Kalimat yang baru diucapkan oleh pemuda begitu tersusun dan
membanggakan hati Udin. Namun Udin masih berkelit sambil berujar, “Den… sudah
gak usah dipikirkan. Apa yang saya kasih ke Aden berupa pentil singkong itu kan
gak berharga! Ngapain pake terima kasih segala. Lagian, kalo saya jual gak
bakal ada yang mau…!” Udin mencoba merendah dan menolak pamrih.
Pemuda masih mengejar dengan satu pertanyaan lagi, dan ini
membuat Udin menjadi bergidik. “Akang…, saya dan istri berniat haji tahun ini.
Saya ingin Kang Udin dan istri mau menemani kami. Mau kan, Kang?”
Gemuruh rasa terjadi di dada Udin. Tidak pernah terbayang
baginya akan ada seorang hamba Allah yang mengajaknya untuk menunaikan rukun
Islam kelima. Udin pun mengiyakan, dan pemuda itu pun pergi meninggalkan Udin.

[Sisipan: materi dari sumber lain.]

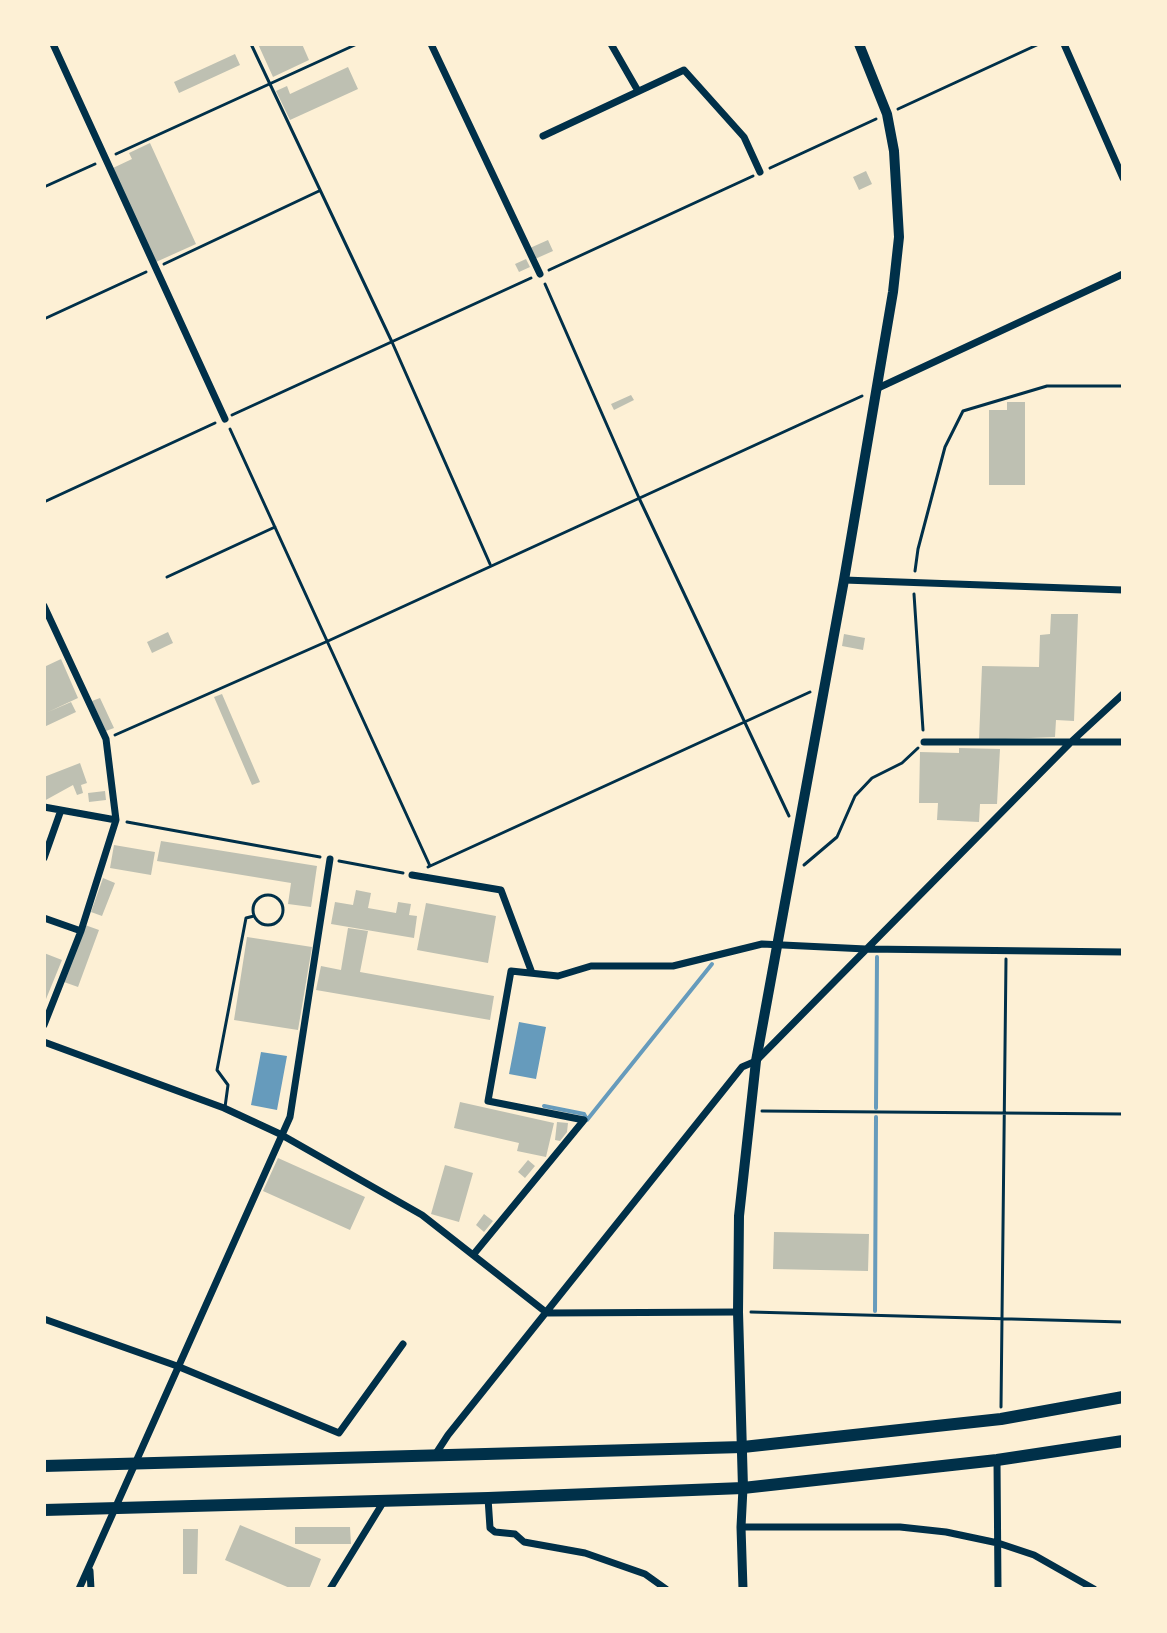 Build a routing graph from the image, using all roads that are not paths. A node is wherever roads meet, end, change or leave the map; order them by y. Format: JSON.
{"nodes":[{"id":1,"x":53,"y":44,"type":"edge"},
{"id":2,"x":431,"y":44,"type":"edge"},
{"id":3,"x":611,"y":44,"type":"edge"},
{"id":4,"x":859,"y":44,"type":"edge"},
{"id":5,"x":1064,"y":44,"type":"edge"},
{"id":6,"x":638,"y":91,"type":"junction"},
{"id":7,"x":543,"y":136,"type":"dead end"},
{"id":8,"x":760,"y":172,"type":"dead end"},
{"id":9,"x":1123,"y":178,"type":"edge"},
{"id":10,"x":540,"y":274,"type":"road end"},
{"id":11,"x":1123,"y":274,"type":"edge"},
{"id":12,"x":876,"y":389,"type":"junction"},
{"id":13,"x":225,"y":419,"type":"road end"},
{"id":14,"x":844,"y":580,"type":"junction"},
{"id":15,"x":1123,"y":590,"type":"edge"},
{"id":16,"x":44,"y":606,"type":"edge"},
{"id":17,"x":1123,"y":694,"type":"edge"},
{"id":18,"x":924,"y":742,"type":"road end"},
{"id":19,"x":1071,"y":742,"type":"junction"},
{"id":20,"x":1123,"y":742,"type":"edge"},
{"id":21,"x":44,"y":807,"type":"edge"},
{"id":22,"x":61,"y":810,"type":"junction"},
{"id":23,"x":116,"y":820,"type":"junction"},
{"id":24,"x":44,"y":858,"type":"edge"},
{"id":25,"x":330,"y":859,"type":"road end"},
{"id":26,"x":412,"y":875,"type":"road end"},
{"id":27,"x":254,"y":916,"type":"junction"},
{"id":28,"x":44,"y":918,"type":"edge"},
{"id":29,"x":81,"y":931,"type":"junction"},
{"id":30,"x":778,"y":945,"type":"junction"},
{"id":31,"x":866,"y":949,"type":"junction"},
{"id":32,"x":1123,"y":952,"type":"edge"},
{"id":33,"x":532,"y":973,"type":"junction"},
{"id":34,"x":44,"y":1025,"type":"edge"},
{"id":35,"x":44,"y":1042,"type":"edge"},
{"id":36,"x":756,"y":1061,"type":"junction"},
{"id":37,"x":224,"y":1108,"type":"junction"},
{"id":38,"x":280,"y":1134,"type":"junction"},
{"id":39,"x":473,"y":1255,"type":"junction"},
{"id":40,"x":738,"y":1312,"type":"junction"},
{"id":41,"x":547,"y":1313,"type":"junction"},
{"id":42,"x":44,"y":1319,"type":"edge"},
{"id":43,"x":403,"y":1344,"type":"dead end"},
{"id":44,"x":177,"y":1366,"type":"junction"},
{"id":45,"x":1123,"y":1397,"type":"edge"},
{"id":46,"x":1123,"y":1441,"type":"edge"},
{"id":47,"x":743,"y":1447,"type":"junction"},
{"id":48,"x":435,"y":1455,"type":"junction"},
{"id":49,"x":997,"y":1460,"type":"junction"},
{"id":50,"x":134,"y":1463,"type":"junction"},
{"id":51,"x":44,"y":1466,"type":"edge"},
{"id":52,"x":743,"y":1488,"type":"junction"},
{"id":53,"x":488,"y":1498,"type":"junction"},
{"id":54,"x":384,"y":1501,"type":"junction"},
{"id":55,"x":116,"y":1507,"type":"junction"},
{"id":56,"x":44,"y":1510,"type":"edge"},
{"id":57,"x":741,"y":1527,"type":"junction"},
{"id":58,"x":998,"y":1543,"type":"junction"},
{"id":59,"x":90,"y":1568,"type":"junction"},
{"id":60,"x":79,"y":1589,"type":"edge"},
{"id":61,"x":91,"y":1589,"type":"edge"},
{"id":62,"x":330,"y":1589,"type":"edge"},
{"id":63,"x":666,"y":1589,"type":"edge"},
{"id":64,"x":743,"y":1589,"type":"edge"},
{"id":65,"x":998,"y":1589,"type":"edge"},
{"id":66,"x":1094,"y":1589,"type":"edge"}],
"edges":[{"from":1,"to":13,"type":"street"},
{"from":2,"to":10,"type":"street"},
{"from":3,"to":6,"type":"street"},
{"from":4,"to":12,"type":"main road"},
{"from":5,"to":9,"type":"street"},
{"from":6,"to":7,"type":"street"},
{"from":6,"to":8,"type":"street"},
{"from":11,"to":12,"type":"street"},
{"from":12,"to":14,"type":"main road"},
{"from":14,"to":15,"type":"street"},
{"from":14,"to":30,"type":"main road"},
{"from":16,"to":23,"type":"street"},
{"from":17,"to":19,"type":"street"},
{"from":18,"to":19,"type":"street"},
{"from":19,"to":20,"type":"street"},
{"from":19,"to":31,"type":"street"},
{"from":21,"to":22,"type":"street"},
{"from":22,"to":23,"type":"street"},
{"from":22,"to":24,"type":"street"},
{"from":23,"to":29,"type":"street"},
{"from":25,"to":38,"type":"street"},
{"from":26,"to":33,"type":"street"},
{"from":27,"to":27,"type":"lane"},
{"from":27,"to":37,"type":"lane"},
{"from":28,"to":29,"type":"street"},
{"from":29,"to":34,"type":"street"},
{"from":30,"to":31,"type":"street"},
{"from":30,"to":33,"type":"street"},
{"from":30,"to":36,"type":"main road"},
{"from":31,"to":32,"type":"street"},
{"from":31,"to":36,"type":"street"},
{"from":33,"to":39,"type":"street"},
{"from":35,"to":37,"type":"street"},
{"from":36,"to":40,"type":"main road"},
{"from":36,"to":41,"type":"street"},
{"from":37,"to":38,"type":"street"},
{"from":38,"to":39,"type":"street"},
{"from":38,"to":44,"type":"street"},
{"from":39,"to":41,"type":"street"},
{"from":40,"to":41,"type":"street"},
{"from":40,"to":47,"type":"main road"},
{"from":41,"to":48,"type":"street"},
{"from":42,"to":44,"type":"street"},
{"from":43,"to":44,"type":"street"},
{"from":44,"to":50,"type":"street"},
{"from":45,"to":47,"type":"highway"},
{"from":46,"to":49,"type":"highway"},
{"from":47,"to":48,"type":"highway"},
{"from":47,"to":52,"type":"main road"},
{"from":48,"to":50,"type":"highway"},
{"from":49,"to":52,"type":"highway"},
{"from":49,"to":58,"type":"street"},
{"from":50,"to":51,"type":"highway"},
{"from":50,"to":55,"type":"street"},
{"from":52,"to":53,"type":"highway"},
{"from":52,"to":57,"type":"street"},
{"from":53,"to":54,"type":"highway"},
{"from":53,"to":63,"type":"street"},
{"from":54,"to":55,"type":"highway"},
{"from":54,"to":62,"type":"street"},
{"from":55,"to":56,"type":"highway"},
{"from":55,"to":59,"type":"street"},
{"from":57,"to":58,"type":"street"},
{"from":57,"to":64,"type":"street"},
{"from":58,"to":65,"type":"street"},
{"from":58,"to":66,"type":"street"},
{"from":59,"to":60,"type":"street"},
{"from":59,"to":61,"type":"street"}]}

Udin dan istrinya berangkat haji. Seluruh biaya dan uang
jajan keduanya ditanggung oleh si pemuda. Barangkali lebih dari Rp 60 juta yang
dibayarkan olehnya. Udin dan istri lalu berangkat ke Baitullah, menunaikan
semua ritual dan kewajiban dalam ibadah haji. Hingga ia dan istri kembali ke
tanah air lagi dengan selamat.
Sesampainya di tanah air, banyak kerabat, saudara dan
tetangga datang bersilaturahmi. Udin membagikan oleh-oleh berupa air zamzam,
kurma dan banyak lagi.
Banyak orang senang menerima hadiah tersebut. Mereka pun
banyak menanyakan pengalaman Udin dan istri selama berhaji.
Udin menjawab semua pertanyaan orang yang datang sebisanya.

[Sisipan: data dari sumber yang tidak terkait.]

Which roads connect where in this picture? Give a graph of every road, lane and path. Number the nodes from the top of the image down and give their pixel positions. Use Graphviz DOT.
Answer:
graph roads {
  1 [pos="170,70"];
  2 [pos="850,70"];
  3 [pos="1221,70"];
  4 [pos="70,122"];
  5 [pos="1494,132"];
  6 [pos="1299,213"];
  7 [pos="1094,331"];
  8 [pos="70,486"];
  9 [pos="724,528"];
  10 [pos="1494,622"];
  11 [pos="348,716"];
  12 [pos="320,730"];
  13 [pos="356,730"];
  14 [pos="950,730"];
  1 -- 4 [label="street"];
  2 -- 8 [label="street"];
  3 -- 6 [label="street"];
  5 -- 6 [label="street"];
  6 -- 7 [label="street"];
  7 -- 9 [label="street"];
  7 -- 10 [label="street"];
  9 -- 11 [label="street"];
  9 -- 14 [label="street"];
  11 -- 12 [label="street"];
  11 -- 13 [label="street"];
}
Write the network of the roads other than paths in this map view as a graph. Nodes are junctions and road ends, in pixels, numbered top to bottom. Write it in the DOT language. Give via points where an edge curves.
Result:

Hingga saat ada seseorang yang bertanya tentang bagaimana caranya kang Udin
dapat berhaji bersama istri padahal usahanya hanya sekedar menjual gorengan.
Rupanya… banyak yang belum tahu dengan cara apa Udin
berangkat haji. Dan memang, ia merahasiakan hal itu selama ini. Udin pun
menjawab seadanya, “Dulu…, saya sedekah pentil singkong kepada seorang anak
yatim, eh gak taunya dengan sedekah itu saya dan istri berangkat haji. Kalo
tahu begini, coba dulu saya sedekah singkong beneran sama tuh anak…!”

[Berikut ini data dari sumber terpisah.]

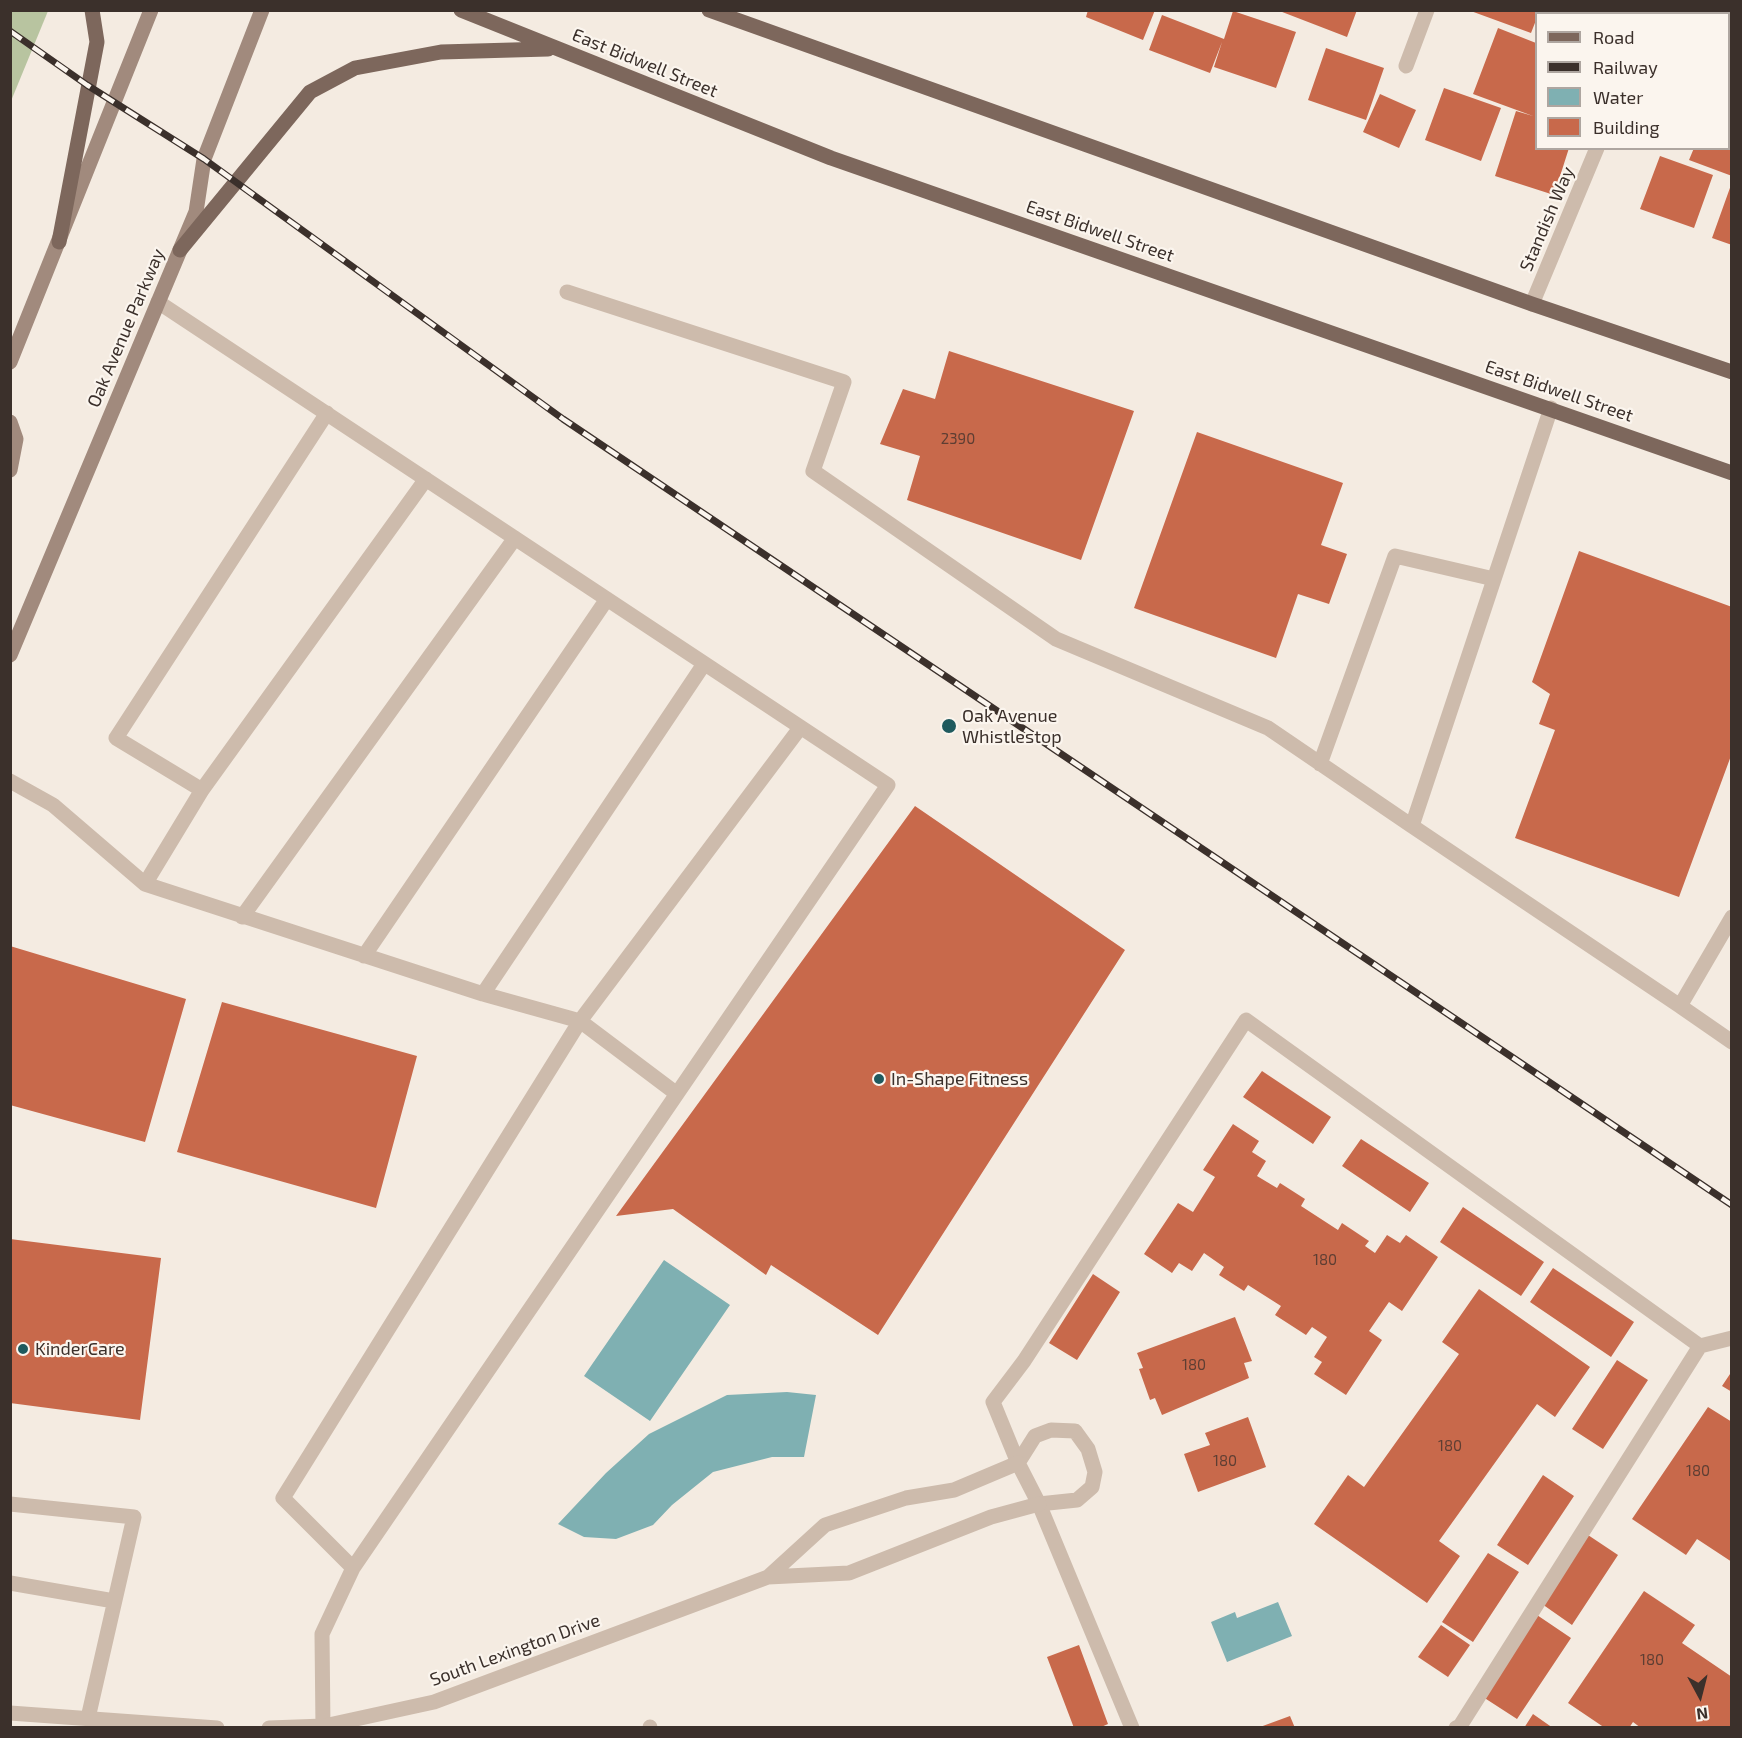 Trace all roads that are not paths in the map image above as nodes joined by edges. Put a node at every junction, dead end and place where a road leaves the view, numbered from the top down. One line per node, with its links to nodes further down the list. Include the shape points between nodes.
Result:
1 (92, 10): 10 (main road, via 97,42)
2 (151, 10): 10 (main road)
3 (262, 10): 11 (main road, Oak Avenue Parkway, via 204,159 196,212)
4 (461, 10): 7 (main road, East Bidwell Street)
5 (710, 10): 14 (main road)
6 (1427, 10): 8 (street)
7 (556, 48): 11 (main road, via 441,52 355,68 310,92); 17 (main road, East Bidwell Street, via 831,158)
8 (1406, 66)
9 (1596, 150): 14 (street, Standish Way)
10 (59, 242): 15 (main road)
11 (180, 250): 13 (main road, Oak Avenue Parkway)
12 (567, 292): 29 (street, via 844,382 813,471 1056,639 1268,728)
13 (158, 302): 18 (street); 26 (main road, Oak Avenue Parkway)
14 (1533, 304): 16 (main road)
15 (10, 362)
16 (1731, 372)
17 (1551, 408): 21 (main road, East Bidwell Street); 24 (street)
18 (327, 413): 22 (street); 31 (street, via 116,738)
19 (10, 422): 20 (main road, via 16,439)
20 (10, 470)
21 (1731, 473)
22 (426, 479): 23 (street); 31 (street)
23 (516, 538): 25 (street); 34 (street)
24 (1494, 579): 29 (street, via 1395,556); 32 (street)
25 (607, 599): 27 (street); 36 (street)
26 (10, 655)
27 (704, 664): 28 (street); 37 (street)
28 (800, 728): 39 (street); 41 (street, via 888,786)
29 (1320, 764): 32 (street)
30 (10, 781): 33 (street, via 53,805)
31 (202, 790): 33 (street)
32 (1412, 826): 38 (street)
33 (145, 884): 34 (street)
34 (242, 917): 36 (street)
35 (1731, 917): 38 (street)
36 (364, 956): 37 (street)
37 (483, 994): 39 (street)
38 (1680, 1006): 40 (street)
39 (580, 1021): 41 (street); 47 (street, via 283,1498)
40 (1731, 1042)
41 (677, 1094): 47 (street)
42 (1731, 1338): 43 (street)
43 (1700, 1346): 44 (street, via 1246,1020 1024,1361 993,1402); 54 (street)
44 (1018, 1463): 46 (street); 46 (street, via 1035,1436 1051,1430 1075,1431 1088,1449 1095,1472 1092,1486 1077,1500); 48 (street, South Lexington Drive, via 954,1490 906,1498 825,1525)
45 (10, 1504): 50 (street, via 134,1517)
46 (1039, 1504): 48 (street, South Lexington Drive, via 991,1517 849,1573); 57 (street)
47 (353, 1568): 53 (street, via 322,1634)
48 (768, 1577): 53 (street, South Lexington Drive, via 434,1702)
49 (10, 1583): 50 (street)
50 (114, 1601): 52 (street)
51 (10, 1713): 52 (street)
52 (88, 1718): 55 (street)
53 (324, 1727): 56 (street, South Lexington Drive)
54 (1459, 1727)
55 (218, 1728)
56 (269, 1728)
57 (1132, 1728)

Udin mencoba berkelakar dengan jawabannya, dan hal itu
membuat hadirin tertawa terbahak mendengarnya. Dalam hati, Udin bersyukur
kepada Allah Swt Yang Sungguh menepati janji kepada dirinya.
Sungguh Allah Swt Maha Kuasa untuk membalas amal seorang
hamba, bahkan hingga 700 kali lipat atau lebih dari itu.